Periodic Reporting for period 3 - EUNCL (European Nanomedicine Characterization Laboratory)
Reporting period: 2018-05-01 to 2019-12-31
The third and final period of EUNCL was dedicated to the delivery of the Trans National Access with a full operational capacity and to the transition towards a more sustainable infrastructure. At the end of this period, 35 samples have been analysed, 3 going up to the ultimate stage of in vivo characterisation. This goes far beyond the initial objectives of 20 products analysed. We have continued our presence in the key events (conferences, exhibition, workshops) related to nanomedicine in Europe, to become more visible to nanomedicine developers, make our analytical offer known and attract more users. Even though this is an endless effort, we can consider that EUNCL is now visible and known by a very large part of the European community of nanomedicine developers. The capacity of applicants to deliver batches with the right quality and in the right delays didn’t significantly improve.
The cooperation with our partner US NCL continued with a high level of trust, transparency and synergies. EUNCL is one of the few EU projects that has reached such a level of international cooperation. In the last period, EUNCL has achieved a very significant improvement in the integration of the entire technical expertise of the 8 analytical partners into the unique Core Expert Team CET. The CET is a magnificent example of EU integration of knowledge and know-how. The collective expertise available there is unique in the world, even compared with our US counterpart which is 10 years older than EUNCL.
The major impact of EUNCL on the nanomed community during the third period is easily measured by the number of external applications received by EUNCL. 35 applications have been processed in three consecutive campaigns by the Core Expert Team with the input from the external peer reviewers. This exceeds by far our initial objective of 10-20 samples. 3 out of the 35 have even reached the ultimate stage of in vivo characterisation, which also exceed our initial objective. 35 SOPs have been produced and 3 protocols have been submitted to ASTM international for standardisation. This process has even further improved the collective assessment capacity of the Core Expert Team, resulting in a much stronger collective expertise in a wide range of nanomedicines. The Core Expert Team is a rare example of integration of EU knowledge coming from 8 different partners localised in 8 different Member States. A body of knowledge on the preclinical assessment of nanomedicines is now growing. This result is a more reliable support to applicants at an early stage of their development. The collective expertise put together by the Core Expert Team is not exceeding in quality and diversity what is available at US NCL, despite their longer history. It’s a good example of the beauty and effectiveness of EU cooperation. An indirect impact worth to mention is the submission and successful approval of a Research and Innovation Action – REFINE. REFINE project is dedicated to the refinement of the Science Regulation Framework for nanomedicines and nanobiomaterials and a way to further develop some analytical assays previously identified in the Joint Research Activities of EUNCL.

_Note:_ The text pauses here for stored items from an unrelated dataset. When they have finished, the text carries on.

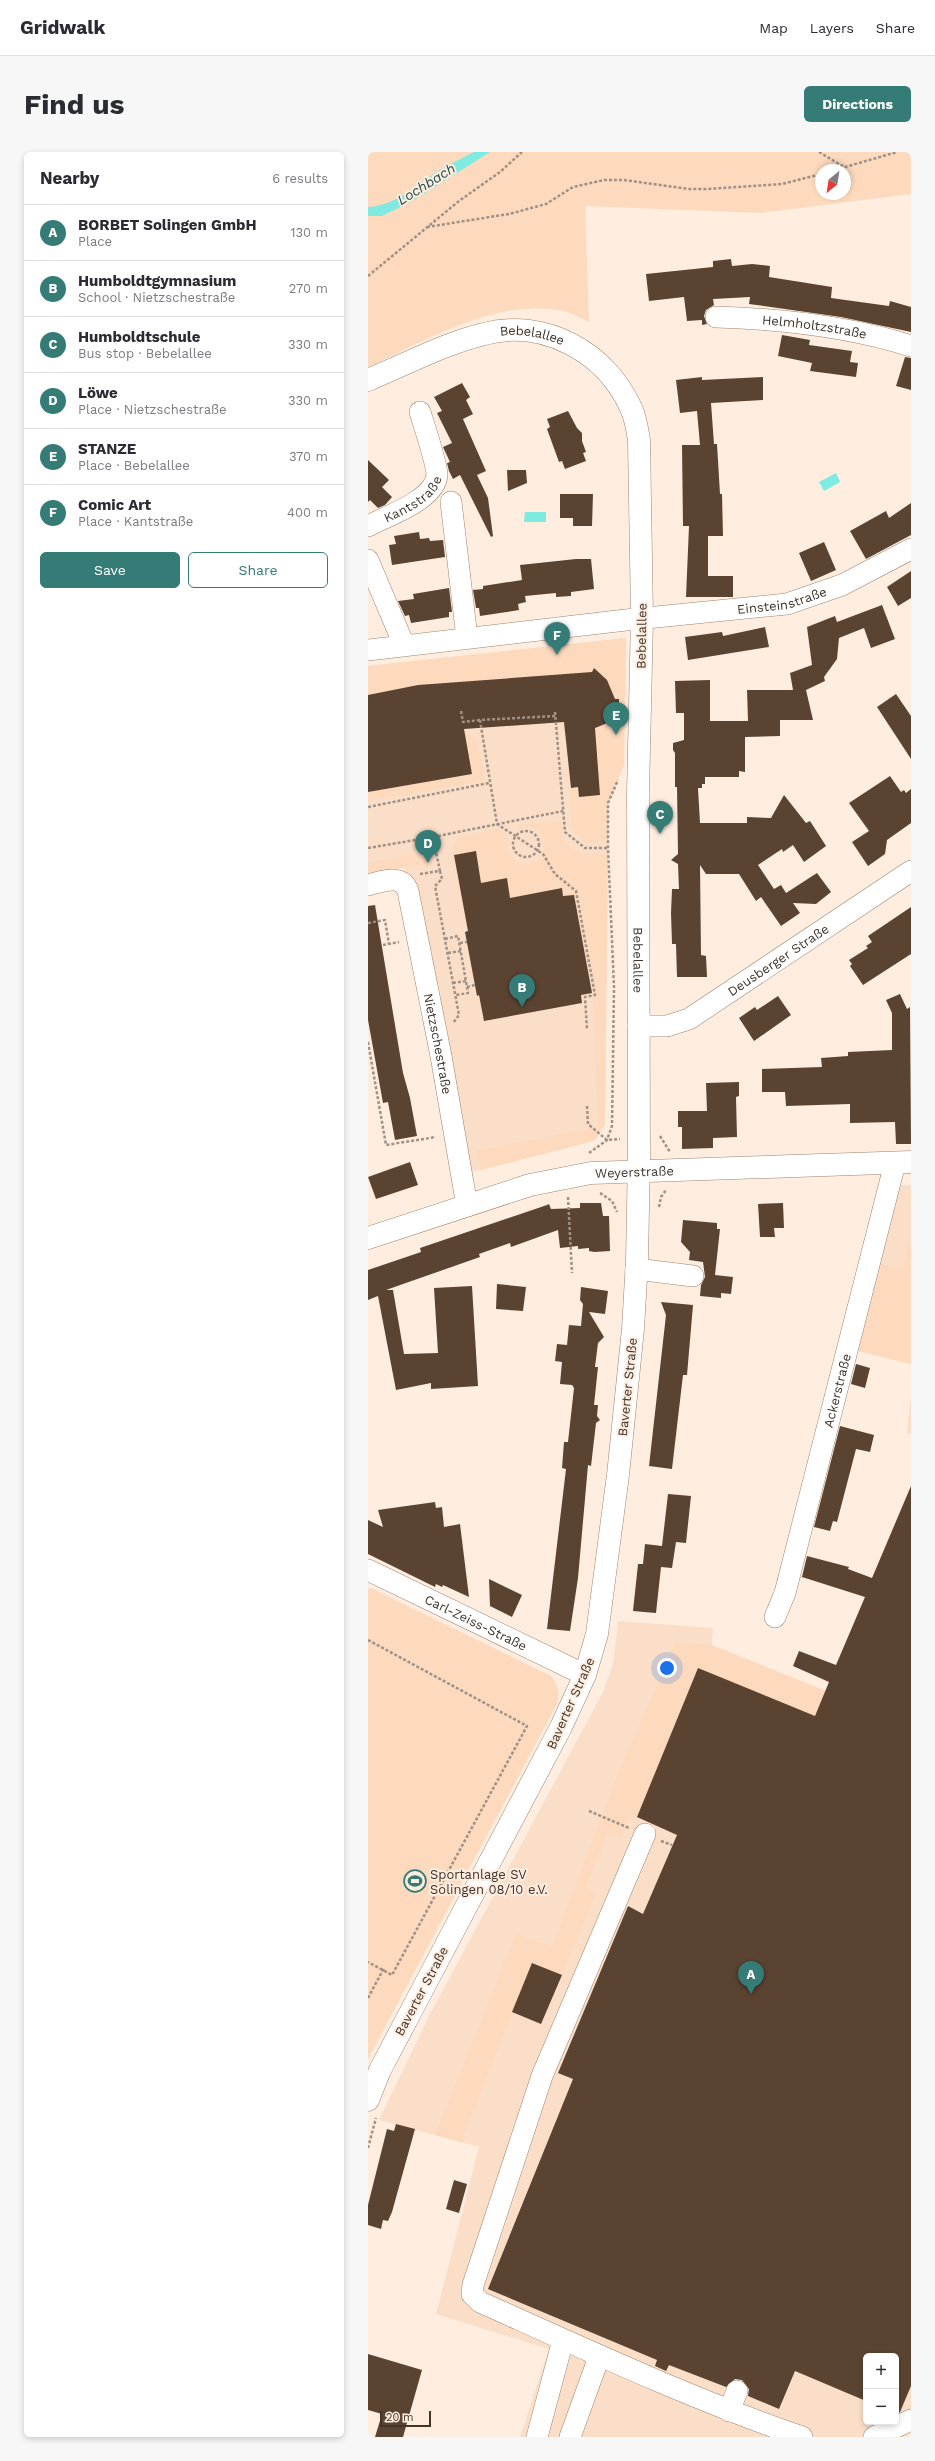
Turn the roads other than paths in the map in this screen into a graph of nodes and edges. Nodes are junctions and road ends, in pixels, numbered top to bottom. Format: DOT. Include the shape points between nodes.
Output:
graph roads {
  1 [pos="716,317"];
  2 [pos="911,346"];
  3 [pos="368,380"];
  4 [pos="420,412"];
  5 [pos="451,502"];
  6 [pos="368,526"];
  7 [pos="911,549"];
  8 [pos="368,560"];
  9 [pos="642,618"];
  10 [pos="467,638"];
  11 [pos="404,645"];
  12 [pos="368,650"];
  13 [pos="911,871"];
  14 [pos="368,884"];
  15 [pos="638,1026"];
  16 [pos="903,1162"];
  17 [pos="639,1170"];
  18 [pos="467,1206"];
  19 [pos="368,1238"];
  20 [pos="636,1269"];
  21 [pos="693,1276"];
  22 [pos="368,1570"];
  23 [pos="775,1617"];
  24 [pos="585,1675"];
  25 [pos="645,1834"];
  26 [pos="368,2100"];
  27 [pos="563,2340"];
  28 [pos="599,2357"];
  29 [pos="737,2391"];
  30 [pos="729,2411"];
  31 [pos="911,2420"];
  32 [pos="537,2437"];
  33 [pos="570,2437"];
  34 [pos="802,2437"];
  35 [pos="874,2437"];
  1 -- 2 [label="street, Helmholtzstraße" via="772,319 856,331"];
  3 -- 9 [label="main road, Bebelallee" via="474,337 509,330 536,332 561,340 596,360 624,394 635,418 639,440"];
  4 -- 6 [label="street, Kantstraße" via="437,474 434,486 424,497"];
  5 -- 10 [label="street"];
  7 -- 9 [label="street, Einsteinstraße" via="848,582 787,604"];
  8 -- 11 [label="street"];
  9 -- 10 [label="street"];
  9 -- 15 [label="main road, Bebelallee" via="638,794"];
  10 -- 11 [label="street"];
  11 -- 12 [label="street"];
  13 -- 15 [label="street, Deusberger Straße" via="689,1019 667,1026"];
  14 -- 18 [label="street, Nietzschestraße" via="396,879 404,883 408,891 441,1056"];
  15 -- 17 [label="main road, Bebelallee"];
  16 -- 17 [label="main road, Weyerstraße"];
  16 -- 23 [label="street, Ackerstraße" via="785,1593"];
  17 -- 18 [label="main road, Weyerstraße" via="591,1173 544,1182"];
  17 -- 20 [label="main road, Baverter Straße"];
  18 -- 19 [label="main road, Weyerstraße"];
  20 -- 21 [label="street"];
  20 -- 24 [label="main road, Baverter Straße" via="633,1330 610,1547 597,1634"];
  22 -- 24 [label="street, Carl-Zeiss-Straße"];
  24 -- 26 [label="main road, Baverter Straße" via="561,1727 406,2021"];
  25 -- 27 [label="street" via="542,2076 472,2292 480,2302"];
  27 -- 28 [label="street"];
  27 -- 32 [label="street"];
  28 -- 30 [label="street"];
  28 -- 33 [label="street"];
  29 -- 30 [label="street"];
  30 -- 34 [label="street"];
  31 -- 35 [label="street"];
}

EUNCL has submitted a proposal for a new infrastructure dedicated to the characterisation of nanomaterials for medical use as an advanced community, called EUNCL2. EUNCL2 was looking at scaling up its analytical capacity to serve a larger basis of industrial users, mostly start-ups and SMEs, as well as reinforcing its services to users by providing tailored support before their application to increase their chances of success. After 4 years of operation of EUNCL we realised how diverse each nanomaterial for medical use was; this would require a tailored approach, case by case, in order to adapt the best analytical cascade to better fit the expectations from regulators at a later stage, when assessing the compound. Unfortunately, to our great despair, this EUNCL 2 proposal has not been retained by EC reviewers, leaving Europe without any centralised analytical infrastructure dedicated to nanomedicines.